Onward to Vermont

For the first time I can remember I did not enjoy my drive through Vermont – and it was a stunning one.  Rainbow, misty clouds, rolling storm clouds, deep green valleys with high peaks.  I took a new route, up to Albany then east via 7 to 11 out of Bennington.  Many interesting towns, mostly ski towns; and crossing though the National Forest.  I felt an underlying tenseness though, rather than the feeling of freshness and joy I usually experience.  Dread perhaps?  Before I left Eric’s I had indigestion.  I never really got to relax at Eric’s because of all the followup from moving out, and preparation for the trip to come. I stopped at Hanover and had supper at Canoe, a supper I wasn’t hungry for because I’d cracked open a tub of almonds while crossing the state and managed to eat half of them from the anxiety I was feeling.  When I left Canoe and walked past the many college students out enjoying themselves I felt quite alone.  I was missing friends, the comfort of proximity to people and places familiar.

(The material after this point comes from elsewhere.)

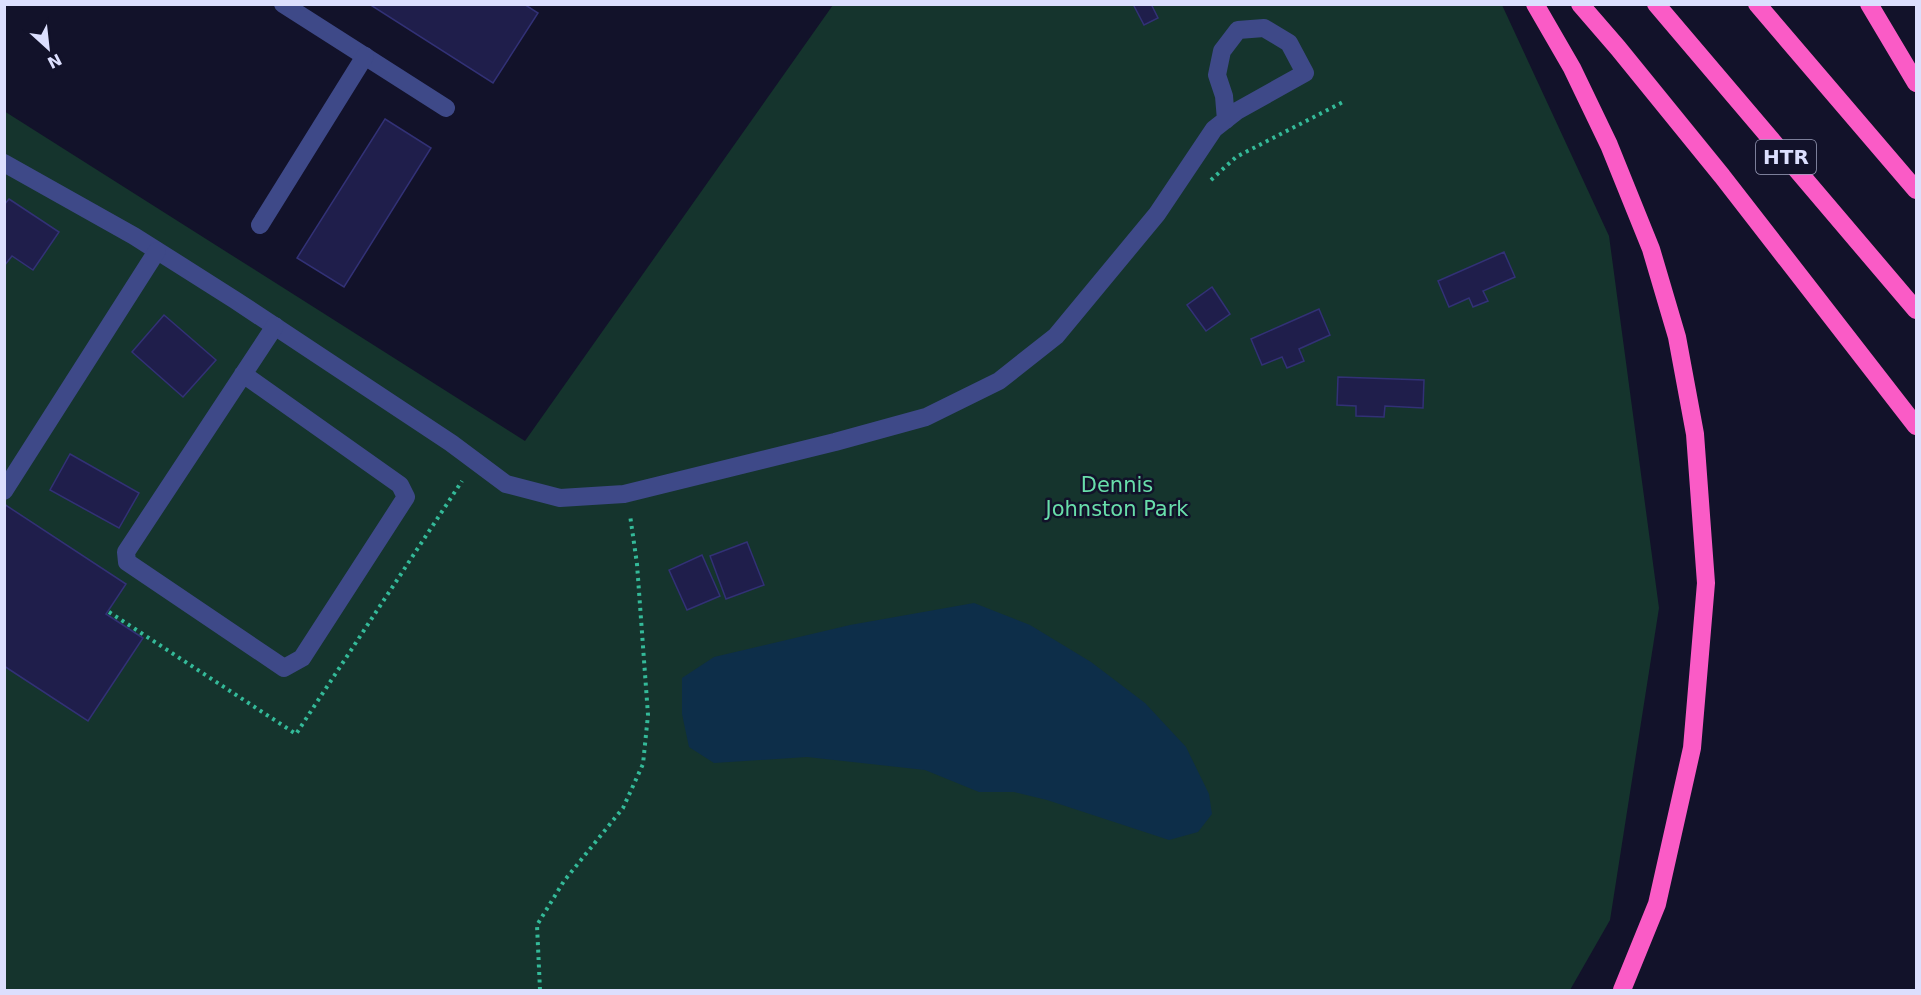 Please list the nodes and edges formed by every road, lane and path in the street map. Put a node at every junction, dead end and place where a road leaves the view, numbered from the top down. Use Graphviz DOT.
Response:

As I careened up 91 I listened to my mother’s John Denver CD, skipping over all the super-earnest songs to the favorites, and tried to feel some poignancy for what I’m doing.  My mind has been dull and numb for a few days.  I am both petrified of this new role in my life at KCL, and of the upcoming program that I’m co-coordinating, which I feel ill-prepared to tackle in my current state of mind.  I think I’m still in shock that I have completely withdrawn from NYC and am virtually, purposely homeless…homeless but not free. 

Meet Jewel Song – my 2010 Subaru Outback, in the lot at Karme Choling.